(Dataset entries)
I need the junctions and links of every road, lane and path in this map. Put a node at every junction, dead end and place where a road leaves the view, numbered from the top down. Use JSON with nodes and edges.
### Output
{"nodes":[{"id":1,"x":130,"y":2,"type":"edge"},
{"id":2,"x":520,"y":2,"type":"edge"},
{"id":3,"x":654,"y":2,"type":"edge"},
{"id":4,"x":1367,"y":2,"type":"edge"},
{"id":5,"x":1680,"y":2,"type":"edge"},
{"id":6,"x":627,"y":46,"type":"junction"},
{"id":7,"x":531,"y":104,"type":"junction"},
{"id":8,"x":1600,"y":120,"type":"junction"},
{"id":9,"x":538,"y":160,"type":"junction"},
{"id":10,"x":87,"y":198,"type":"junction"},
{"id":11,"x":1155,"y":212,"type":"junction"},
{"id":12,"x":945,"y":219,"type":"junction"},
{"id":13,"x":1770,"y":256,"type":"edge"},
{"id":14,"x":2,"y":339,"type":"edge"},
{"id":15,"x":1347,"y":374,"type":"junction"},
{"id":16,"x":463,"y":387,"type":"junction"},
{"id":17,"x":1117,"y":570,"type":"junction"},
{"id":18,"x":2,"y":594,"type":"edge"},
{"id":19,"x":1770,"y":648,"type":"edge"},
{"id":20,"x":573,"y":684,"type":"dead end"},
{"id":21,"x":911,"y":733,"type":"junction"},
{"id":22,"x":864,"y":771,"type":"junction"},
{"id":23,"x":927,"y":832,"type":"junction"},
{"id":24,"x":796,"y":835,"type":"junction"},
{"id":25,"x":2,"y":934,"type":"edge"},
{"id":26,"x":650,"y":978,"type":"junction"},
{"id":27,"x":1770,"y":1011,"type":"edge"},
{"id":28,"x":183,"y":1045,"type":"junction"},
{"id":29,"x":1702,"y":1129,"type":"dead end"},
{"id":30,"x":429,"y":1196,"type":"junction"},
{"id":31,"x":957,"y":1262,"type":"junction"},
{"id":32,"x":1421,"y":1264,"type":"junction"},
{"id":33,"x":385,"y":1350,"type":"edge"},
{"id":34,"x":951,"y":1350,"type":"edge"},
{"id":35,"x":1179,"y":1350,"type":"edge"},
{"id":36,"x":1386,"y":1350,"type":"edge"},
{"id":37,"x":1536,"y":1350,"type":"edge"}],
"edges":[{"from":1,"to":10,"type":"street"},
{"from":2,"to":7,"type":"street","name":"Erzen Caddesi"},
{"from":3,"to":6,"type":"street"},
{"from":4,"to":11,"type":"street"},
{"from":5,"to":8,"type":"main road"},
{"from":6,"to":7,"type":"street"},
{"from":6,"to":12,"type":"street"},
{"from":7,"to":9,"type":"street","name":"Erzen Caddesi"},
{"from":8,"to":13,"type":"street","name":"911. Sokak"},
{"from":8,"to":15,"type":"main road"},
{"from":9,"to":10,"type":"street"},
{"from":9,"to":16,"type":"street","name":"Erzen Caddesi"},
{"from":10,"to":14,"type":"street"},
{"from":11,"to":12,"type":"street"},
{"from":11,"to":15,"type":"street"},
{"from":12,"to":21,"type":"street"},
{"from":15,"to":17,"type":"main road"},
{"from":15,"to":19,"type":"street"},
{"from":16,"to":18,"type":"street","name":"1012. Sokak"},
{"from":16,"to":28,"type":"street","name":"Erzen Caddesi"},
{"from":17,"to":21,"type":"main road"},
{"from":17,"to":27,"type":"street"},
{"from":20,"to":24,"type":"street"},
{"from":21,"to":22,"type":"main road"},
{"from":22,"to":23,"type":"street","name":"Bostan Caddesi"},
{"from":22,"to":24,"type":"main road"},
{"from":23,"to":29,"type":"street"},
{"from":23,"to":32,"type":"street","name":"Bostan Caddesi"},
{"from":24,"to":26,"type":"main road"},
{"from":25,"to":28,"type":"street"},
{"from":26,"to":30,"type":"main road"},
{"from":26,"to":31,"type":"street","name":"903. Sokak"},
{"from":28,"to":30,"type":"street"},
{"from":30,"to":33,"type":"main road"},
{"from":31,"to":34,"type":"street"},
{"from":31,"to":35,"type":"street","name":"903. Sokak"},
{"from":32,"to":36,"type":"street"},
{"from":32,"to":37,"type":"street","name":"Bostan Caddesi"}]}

*AIM OF THE TASK*.
From the entries above, copy every line where the word "dead" shows up.

*OUTPUT BELOW*.
I need the junctions and links of every road, lane and path in this map. Put a node at every junction, dead end and place where a road leaves the view, numbered from the top down. Use JSON with nodes and edges.
{"id":20,"x":573,"y":684,"type":"dead end"},
{"id":29,"x":1702,"y":1129,"type":"dead end"},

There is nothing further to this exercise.